Nina Christen of Switzerland won the bronze, and the American shooter Mary Tucker placed sixth.

Megan Rapinoe during the U.S. women’s soccer team’s 3-0 first-round loss to Sweden. On Saturday, the U.S. women will try to bounce back against New Zealand.
Credit…Alexandra Garcia/The New York Times

The Olympics really start now. Oh boy, do they start now. A full 23 sports will be in action on Saturday in Tokyo. Eleven gold medals will be awarded.

The very first came around 11:30 a.m. Tokyo time (10:30 p.m. Eastern on Friday), when with Yang Qian of China won the women’s air rifle competition.

After the embarrassment of a 3-0 loss to Sweden in their opener, the U.S. women’s soccer team will try to bounce back against New Zealand at 8:30 p.m. in Tokyo (7:30 a.m. Eastern).

Many of the cyclists who just finished the Tour de France, including the winner, Tadej Pogacar of Slovenia, will contest the men’s road race. Expect some scenery. There’s plenty of climbing, and the riders will go partway up Mount Fuji.

In tennis, Naomi Osaka and Novak Djokovic will get their bids for Olympic gold underway.

Three-on-three basketball makes its Olympic debut, and the American women will play two games.

And in the Tokyo evening (morning U.S. time), swimming will begin, although there will only be heats, no finals.

Plus more gold medals in weight lifting, archery, judo, fencing and taekwondo. Buckle up!

Novak Djokovic practiced at Ariake Tennis Park in Tokyo earlier this week.
Credit…Hiroko Masuike/The New York Times

When tennis players talk about how the Olympic tennis competition feels different than any other tournament, they are usually referring to representing their country — playing for national pride and a medal rather than simply prize money or points in the professional standings.

This year, there is that, but this is also shaping up to be one of the hottest and most uncomfortable tennis tournaments they will ever play in their lives. As play got underway Saturday morning temperatures were approaching 90 degrees in the shade. The combination of the sun, the humidity and the hardcourts made it feel far hotter than that on the courts.

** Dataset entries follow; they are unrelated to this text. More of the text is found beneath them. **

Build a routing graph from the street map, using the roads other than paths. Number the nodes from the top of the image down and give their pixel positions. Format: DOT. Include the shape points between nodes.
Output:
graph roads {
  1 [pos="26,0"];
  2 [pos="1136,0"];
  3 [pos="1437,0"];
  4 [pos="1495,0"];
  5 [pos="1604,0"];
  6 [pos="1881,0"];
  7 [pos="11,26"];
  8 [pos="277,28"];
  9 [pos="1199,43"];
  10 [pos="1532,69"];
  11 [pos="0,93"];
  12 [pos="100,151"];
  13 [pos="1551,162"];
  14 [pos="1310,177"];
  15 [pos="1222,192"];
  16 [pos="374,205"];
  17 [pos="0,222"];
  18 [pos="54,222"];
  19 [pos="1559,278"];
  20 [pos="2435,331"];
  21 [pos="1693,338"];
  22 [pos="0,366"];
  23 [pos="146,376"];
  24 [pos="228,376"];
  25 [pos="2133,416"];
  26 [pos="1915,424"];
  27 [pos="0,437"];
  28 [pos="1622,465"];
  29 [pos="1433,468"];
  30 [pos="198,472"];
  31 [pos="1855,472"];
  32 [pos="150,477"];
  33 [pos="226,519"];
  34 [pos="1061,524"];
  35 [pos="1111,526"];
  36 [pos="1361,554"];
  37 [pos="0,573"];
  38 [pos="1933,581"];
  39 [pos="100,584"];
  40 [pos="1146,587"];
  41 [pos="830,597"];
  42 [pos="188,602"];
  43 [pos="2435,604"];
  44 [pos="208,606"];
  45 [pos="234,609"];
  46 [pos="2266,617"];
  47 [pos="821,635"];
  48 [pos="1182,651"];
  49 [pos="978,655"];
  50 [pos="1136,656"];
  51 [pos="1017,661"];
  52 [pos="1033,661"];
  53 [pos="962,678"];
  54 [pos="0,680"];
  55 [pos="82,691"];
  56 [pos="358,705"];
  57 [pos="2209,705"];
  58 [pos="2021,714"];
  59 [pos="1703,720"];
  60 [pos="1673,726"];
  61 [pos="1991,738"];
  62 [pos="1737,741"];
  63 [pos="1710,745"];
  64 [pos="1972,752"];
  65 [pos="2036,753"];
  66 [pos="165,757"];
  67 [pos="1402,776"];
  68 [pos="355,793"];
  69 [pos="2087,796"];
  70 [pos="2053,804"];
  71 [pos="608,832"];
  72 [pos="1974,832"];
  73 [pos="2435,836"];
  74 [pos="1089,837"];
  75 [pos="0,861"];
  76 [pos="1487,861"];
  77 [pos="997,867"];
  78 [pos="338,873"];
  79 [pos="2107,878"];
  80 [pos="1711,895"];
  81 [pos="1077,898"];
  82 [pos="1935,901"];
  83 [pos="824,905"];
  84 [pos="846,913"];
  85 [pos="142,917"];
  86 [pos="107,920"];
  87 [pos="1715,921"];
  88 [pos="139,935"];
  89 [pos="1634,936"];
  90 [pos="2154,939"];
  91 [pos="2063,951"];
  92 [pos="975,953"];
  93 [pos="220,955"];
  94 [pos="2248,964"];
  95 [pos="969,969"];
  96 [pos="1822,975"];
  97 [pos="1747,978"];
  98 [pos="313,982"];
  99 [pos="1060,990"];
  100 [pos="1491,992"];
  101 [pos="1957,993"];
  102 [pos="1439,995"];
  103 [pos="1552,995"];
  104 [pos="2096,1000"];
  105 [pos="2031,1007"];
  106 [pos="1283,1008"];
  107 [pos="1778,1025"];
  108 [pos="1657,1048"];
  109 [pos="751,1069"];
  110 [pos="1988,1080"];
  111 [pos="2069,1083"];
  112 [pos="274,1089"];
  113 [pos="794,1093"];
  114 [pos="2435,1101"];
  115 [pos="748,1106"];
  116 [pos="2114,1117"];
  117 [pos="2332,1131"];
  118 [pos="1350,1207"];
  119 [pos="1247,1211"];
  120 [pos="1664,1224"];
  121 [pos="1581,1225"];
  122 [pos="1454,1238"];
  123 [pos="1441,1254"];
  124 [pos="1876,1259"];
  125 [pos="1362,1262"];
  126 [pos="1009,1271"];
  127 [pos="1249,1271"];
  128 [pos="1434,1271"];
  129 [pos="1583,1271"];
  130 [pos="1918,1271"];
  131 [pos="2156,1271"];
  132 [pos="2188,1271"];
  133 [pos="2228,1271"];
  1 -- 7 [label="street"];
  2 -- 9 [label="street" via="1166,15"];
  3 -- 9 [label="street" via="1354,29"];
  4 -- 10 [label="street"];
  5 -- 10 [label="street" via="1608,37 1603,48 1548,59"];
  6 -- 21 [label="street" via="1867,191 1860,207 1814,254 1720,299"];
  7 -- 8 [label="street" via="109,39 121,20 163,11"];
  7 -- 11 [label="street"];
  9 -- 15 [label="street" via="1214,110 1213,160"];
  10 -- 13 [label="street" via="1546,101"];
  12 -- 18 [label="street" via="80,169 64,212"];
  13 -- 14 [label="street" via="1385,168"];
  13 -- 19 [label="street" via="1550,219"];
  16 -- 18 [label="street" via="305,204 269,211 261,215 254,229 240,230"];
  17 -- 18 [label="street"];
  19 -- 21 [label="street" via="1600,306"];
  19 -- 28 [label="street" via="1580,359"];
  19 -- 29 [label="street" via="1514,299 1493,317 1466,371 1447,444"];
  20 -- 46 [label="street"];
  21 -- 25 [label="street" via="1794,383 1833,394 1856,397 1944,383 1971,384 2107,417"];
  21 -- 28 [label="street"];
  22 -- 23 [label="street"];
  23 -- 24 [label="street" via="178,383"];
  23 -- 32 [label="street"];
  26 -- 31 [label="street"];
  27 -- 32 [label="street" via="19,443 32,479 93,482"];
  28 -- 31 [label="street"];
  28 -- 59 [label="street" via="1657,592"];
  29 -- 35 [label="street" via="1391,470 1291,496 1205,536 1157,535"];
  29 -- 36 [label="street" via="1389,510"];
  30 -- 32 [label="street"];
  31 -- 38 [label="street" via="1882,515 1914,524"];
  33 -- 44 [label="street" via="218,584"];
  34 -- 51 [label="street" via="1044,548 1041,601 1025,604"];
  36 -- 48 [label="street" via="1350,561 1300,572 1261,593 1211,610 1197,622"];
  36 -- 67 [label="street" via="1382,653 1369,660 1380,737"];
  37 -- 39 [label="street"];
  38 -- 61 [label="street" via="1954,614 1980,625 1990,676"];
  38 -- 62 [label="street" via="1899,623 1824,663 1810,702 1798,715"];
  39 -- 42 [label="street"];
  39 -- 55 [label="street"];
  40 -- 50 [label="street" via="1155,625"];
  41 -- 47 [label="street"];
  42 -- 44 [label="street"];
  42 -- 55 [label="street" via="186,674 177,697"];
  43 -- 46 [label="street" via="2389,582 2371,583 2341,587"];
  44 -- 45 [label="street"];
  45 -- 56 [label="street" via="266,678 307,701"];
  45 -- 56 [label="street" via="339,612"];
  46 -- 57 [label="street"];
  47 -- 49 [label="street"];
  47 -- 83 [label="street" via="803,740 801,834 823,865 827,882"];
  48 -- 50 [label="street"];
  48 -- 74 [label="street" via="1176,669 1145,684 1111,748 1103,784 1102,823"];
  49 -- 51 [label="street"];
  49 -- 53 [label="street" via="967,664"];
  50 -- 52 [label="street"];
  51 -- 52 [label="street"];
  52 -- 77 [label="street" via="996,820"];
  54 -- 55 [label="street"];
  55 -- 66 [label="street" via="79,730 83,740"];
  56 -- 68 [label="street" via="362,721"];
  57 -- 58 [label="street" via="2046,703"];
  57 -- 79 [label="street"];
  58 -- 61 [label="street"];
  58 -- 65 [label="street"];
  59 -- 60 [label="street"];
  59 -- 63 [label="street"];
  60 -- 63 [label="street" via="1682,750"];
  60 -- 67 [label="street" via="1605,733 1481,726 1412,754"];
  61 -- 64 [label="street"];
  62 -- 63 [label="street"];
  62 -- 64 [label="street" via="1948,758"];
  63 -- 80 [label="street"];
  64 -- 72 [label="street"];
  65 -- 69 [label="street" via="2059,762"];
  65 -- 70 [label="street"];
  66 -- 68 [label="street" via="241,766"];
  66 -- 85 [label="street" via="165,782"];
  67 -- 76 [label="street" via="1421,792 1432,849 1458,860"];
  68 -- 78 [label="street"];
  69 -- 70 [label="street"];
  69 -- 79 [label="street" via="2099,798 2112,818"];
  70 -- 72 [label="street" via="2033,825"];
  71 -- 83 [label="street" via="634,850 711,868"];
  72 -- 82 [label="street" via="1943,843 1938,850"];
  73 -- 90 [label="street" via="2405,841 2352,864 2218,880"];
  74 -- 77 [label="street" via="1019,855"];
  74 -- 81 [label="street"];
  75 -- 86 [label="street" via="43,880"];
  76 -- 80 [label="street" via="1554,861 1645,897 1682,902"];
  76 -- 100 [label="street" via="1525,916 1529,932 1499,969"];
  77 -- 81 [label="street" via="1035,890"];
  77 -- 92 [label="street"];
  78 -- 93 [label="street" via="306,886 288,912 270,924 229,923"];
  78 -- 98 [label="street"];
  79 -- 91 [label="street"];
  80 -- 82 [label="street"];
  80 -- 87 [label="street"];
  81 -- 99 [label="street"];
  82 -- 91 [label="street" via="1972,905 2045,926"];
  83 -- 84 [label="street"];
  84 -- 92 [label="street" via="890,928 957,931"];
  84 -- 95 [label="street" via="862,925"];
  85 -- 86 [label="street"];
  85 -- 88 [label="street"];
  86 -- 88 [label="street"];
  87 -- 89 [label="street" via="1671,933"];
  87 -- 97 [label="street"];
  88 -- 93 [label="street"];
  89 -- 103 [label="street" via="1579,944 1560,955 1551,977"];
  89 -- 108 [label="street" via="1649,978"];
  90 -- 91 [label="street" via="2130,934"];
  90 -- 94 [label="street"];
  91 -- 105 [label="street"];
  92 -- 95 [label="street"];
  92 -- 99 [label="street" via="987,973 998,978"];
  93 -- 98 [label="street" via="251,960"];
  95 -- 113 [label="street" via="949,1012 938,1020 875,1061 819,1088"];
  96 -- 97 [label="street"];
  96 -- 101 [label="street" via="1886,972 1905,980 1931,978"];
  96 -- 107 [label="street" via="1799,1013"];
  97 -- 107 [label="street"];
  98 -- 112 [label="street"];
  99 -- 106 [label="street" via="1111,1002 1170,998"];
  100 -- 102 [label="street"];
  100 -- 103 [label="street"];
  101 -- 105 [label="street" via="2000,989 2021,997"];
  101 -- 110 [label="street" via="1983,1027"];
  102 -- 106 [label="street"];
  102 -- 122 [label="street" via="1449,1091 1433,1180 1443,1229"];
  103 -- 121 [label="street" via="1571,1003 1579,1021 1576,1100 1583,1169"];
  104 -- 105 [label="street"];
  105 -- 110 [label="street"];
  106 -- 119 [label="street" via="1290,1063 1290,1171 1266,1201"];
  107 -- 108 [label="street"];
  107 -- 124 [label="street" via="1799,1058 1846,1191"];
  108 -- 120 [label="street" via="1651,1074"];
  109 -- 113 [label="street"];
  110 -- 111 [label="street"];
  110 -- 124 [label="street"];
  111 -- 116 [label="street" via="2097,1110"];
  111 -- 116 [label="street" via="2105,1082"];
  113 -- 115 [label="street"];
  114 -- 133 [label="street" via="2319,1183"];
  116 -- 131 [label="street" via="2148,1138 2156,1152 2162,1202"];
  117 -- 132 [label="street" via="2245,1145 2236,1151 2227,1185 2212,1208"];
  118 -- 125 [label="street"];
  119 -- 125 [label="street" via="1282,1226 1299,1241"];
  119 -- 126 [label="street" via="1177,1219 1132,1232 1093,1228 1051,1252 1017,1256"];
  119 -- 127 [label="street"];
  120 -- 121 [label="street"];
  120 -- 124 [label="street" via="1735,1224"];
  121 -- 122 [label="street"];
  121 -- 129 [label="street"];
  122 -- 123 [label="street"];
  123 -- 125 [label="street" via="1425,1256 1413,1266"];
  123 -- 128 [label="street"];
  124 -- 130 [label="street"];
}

Temperatures can be higher in Australia occasionally, but it is usually a dry heat. Cincinnati in August and the U.S. Open in late summer in New York have their oven-like days as well, but those days are shorter, and there are evening and night matches, too.

With the sun high throughout the afternoon there was little shade anywhere on any of the courts. There is a reason tennis tournaments in this part of the world take place in the fall.

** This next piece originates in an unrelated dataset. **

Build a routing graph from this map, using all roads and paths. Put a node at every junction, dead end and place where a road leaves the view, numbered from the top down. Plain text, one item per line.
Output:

Before the first hour was through, the heat was on the verge of claiming its first victim. After losing the first set, 6-0, Sara Errani of Italy struggled to answer the bell in the second set. She sat for several minutes in her chair during the changeover. Trainers measured her blood pressure and covered her in towels stuffed with ice. She put her face in front of a hose that blew cold air.

“It’s very hard,” said Iga Swiatek of Poland.

Swiatek loves to play in the cool air and under the gray skies of northern Europe. She won the French Open the one time it was played in October. For many players, their last competition was at Wimbledon in London, where the weather bears little resemblance to the cauldron of Tokyo. Swiatek said she traveled to Nagasaki to acclimate before coming to Tokyo, which helped, but there is only so much a player can do. Dealing with the heat becomes yet another mind game.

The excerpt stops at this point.